**WHAT TO PRODUCE**.
Copy each line below in which the string "main" occurs.

**ENTRIES PROVIDED**.
-----

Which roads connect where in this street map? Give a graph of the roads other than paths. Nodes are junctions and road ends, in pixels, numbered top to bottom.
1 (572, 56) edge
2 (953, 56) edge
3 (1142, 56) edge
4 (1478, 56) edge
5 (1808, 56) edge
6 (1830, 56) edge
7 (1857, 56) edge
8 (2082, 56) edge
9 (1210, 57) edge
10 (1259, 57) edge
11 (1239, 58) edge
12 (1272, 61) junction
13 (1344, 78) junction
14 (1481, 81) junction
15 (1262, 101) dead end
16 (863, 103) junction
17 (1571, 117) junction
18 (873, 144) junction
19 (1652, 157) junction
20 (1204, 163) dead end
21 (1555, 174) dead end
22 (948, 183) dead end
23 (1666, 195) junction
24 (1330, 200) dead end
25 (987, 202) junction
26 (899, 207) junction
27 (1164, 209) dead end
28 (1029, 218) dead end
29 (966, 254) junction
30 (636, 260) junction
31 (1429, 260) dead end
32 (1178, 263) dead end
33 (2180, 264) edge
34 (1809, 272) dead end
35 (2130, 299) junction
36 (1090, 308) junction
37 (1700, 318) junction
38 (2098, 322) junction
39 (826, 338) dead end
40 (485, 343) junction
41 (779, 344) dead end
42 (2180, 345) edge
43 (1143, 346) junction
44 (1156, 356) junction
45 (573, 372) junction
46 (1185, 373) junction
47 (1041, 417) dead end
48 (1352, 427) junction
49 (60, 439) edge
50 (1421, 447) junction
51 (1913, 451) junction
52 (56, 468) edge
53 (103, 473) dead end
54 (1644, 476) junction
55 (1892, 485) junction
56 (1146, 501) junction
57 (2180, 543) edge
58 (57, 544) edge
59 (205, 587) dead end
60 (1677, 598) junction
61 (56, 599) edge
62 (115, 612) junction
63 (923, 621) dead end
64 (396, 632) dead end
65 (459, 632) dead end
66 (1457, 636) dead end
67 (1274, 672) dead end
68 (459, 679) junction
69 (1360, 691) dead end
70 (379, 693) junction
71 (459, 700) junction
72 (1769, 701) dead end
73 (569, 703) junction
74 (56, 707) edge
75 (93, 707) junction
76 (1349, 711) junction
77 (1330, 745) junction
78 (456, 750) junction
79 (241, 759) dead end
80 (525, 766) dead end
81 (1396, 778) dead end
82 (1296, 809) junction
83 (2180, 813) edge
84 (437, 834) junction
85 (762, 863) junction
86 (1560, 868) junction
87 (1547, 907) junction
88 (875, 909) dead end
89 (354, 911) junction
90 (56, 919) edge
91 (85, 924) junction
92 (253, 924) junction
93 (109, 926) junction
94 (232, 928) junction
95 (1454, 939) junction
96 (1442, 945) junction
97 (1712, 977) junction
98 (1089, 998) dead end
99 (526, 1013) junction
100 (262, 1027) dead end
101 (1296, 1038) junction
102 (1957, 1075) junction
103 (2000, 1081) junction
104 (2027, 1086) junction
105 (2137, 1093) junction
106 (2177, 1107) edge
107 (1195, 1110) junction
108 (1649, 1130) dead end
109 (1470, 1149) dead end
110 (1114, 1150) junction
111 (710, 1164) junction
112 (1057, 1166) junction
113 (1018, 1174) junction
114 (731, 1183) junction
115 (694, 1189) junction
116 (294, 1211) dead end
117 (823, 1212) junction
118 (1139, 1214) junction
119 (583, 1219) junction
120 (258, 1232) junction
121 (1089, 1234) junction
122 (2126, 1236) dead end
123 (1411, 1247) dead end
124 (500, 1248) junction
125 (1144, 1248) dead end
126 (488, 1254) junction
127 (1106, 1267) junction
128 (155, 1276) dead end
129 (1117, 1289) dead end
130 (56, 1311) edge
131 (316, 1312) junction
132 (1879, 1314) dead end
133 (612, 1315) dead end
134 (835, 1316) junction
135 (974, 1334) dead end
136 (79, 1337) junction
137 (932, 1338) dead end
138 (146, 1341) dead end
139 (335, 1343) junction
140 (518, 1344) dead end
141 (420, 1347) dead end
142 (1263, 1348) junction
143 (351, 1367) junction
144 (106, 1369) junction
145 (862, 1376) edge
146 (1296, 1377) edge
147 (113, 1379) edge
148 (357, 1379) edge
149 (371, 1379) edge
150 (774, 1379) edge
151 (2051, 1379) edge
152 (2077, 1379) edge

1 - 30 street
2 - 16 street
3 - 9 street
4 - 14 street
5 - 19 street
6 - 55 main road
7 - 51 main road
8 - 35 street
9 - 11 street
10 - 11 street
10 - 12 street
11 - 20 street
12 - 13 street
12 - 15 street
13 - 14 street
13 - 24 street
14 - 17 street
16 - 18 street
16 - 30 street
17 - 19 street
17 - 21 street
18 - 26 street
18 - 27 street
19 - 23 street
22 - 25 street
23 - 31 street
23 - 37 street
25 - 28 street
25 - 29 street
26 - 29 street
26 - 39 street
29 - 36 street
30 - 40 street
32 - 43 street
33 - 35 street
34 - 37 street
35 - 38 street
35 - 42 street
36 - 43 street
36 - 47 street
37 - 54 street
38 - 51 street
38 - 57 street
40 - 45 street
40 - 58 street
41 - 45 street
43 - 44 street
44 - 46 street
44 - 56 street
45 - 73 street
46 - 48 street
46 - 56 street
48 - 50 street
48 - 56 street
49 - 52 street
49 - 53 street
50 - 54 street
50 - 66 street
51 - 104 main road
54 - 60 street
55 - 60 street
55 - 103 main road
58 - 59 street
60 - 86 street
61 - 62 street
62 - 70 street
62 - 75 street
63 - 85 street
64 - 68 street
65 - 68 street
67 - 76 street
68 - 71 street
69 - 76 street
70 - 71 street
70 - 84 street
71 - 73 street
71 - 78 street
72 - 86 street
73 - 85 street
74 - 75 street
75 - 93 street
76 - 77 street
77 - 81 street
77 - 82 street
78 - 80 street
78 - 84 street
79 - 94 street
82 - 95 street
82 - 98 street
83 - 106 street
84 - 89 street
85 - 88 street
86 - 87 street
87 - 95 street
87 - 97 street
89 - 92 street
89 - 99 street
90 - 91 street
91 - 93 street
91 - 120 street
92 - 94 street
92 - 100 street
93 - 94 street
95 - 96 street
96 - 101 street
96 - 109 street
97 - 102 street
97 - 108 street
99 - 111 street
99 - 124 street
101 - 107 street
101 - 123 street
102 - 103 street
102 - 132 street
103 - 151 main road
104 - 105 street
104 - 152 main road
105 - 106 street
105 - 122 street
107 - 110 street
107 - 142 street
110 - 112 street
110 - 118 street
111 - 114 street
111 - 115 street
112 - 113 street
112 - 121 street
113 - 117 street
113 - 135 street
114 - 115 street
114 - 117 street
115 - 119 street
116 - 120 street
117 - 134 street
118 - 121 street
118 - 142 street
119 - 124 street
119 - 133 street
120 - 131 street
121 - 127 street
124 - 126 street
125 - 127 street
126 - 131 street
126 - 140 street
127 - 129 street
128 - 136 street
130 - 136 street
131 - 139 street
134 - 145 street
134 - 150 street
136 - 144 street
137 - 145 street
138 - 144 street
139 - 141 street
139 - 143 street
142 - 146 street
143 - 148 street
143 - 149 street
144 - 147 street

-----

**RESULT FOR THIS TASK**.
6 - 55 main road
7 - 51 main road
51 - 104 main road
55 - 103 main road
103 - 151 main road
104 - 152 main road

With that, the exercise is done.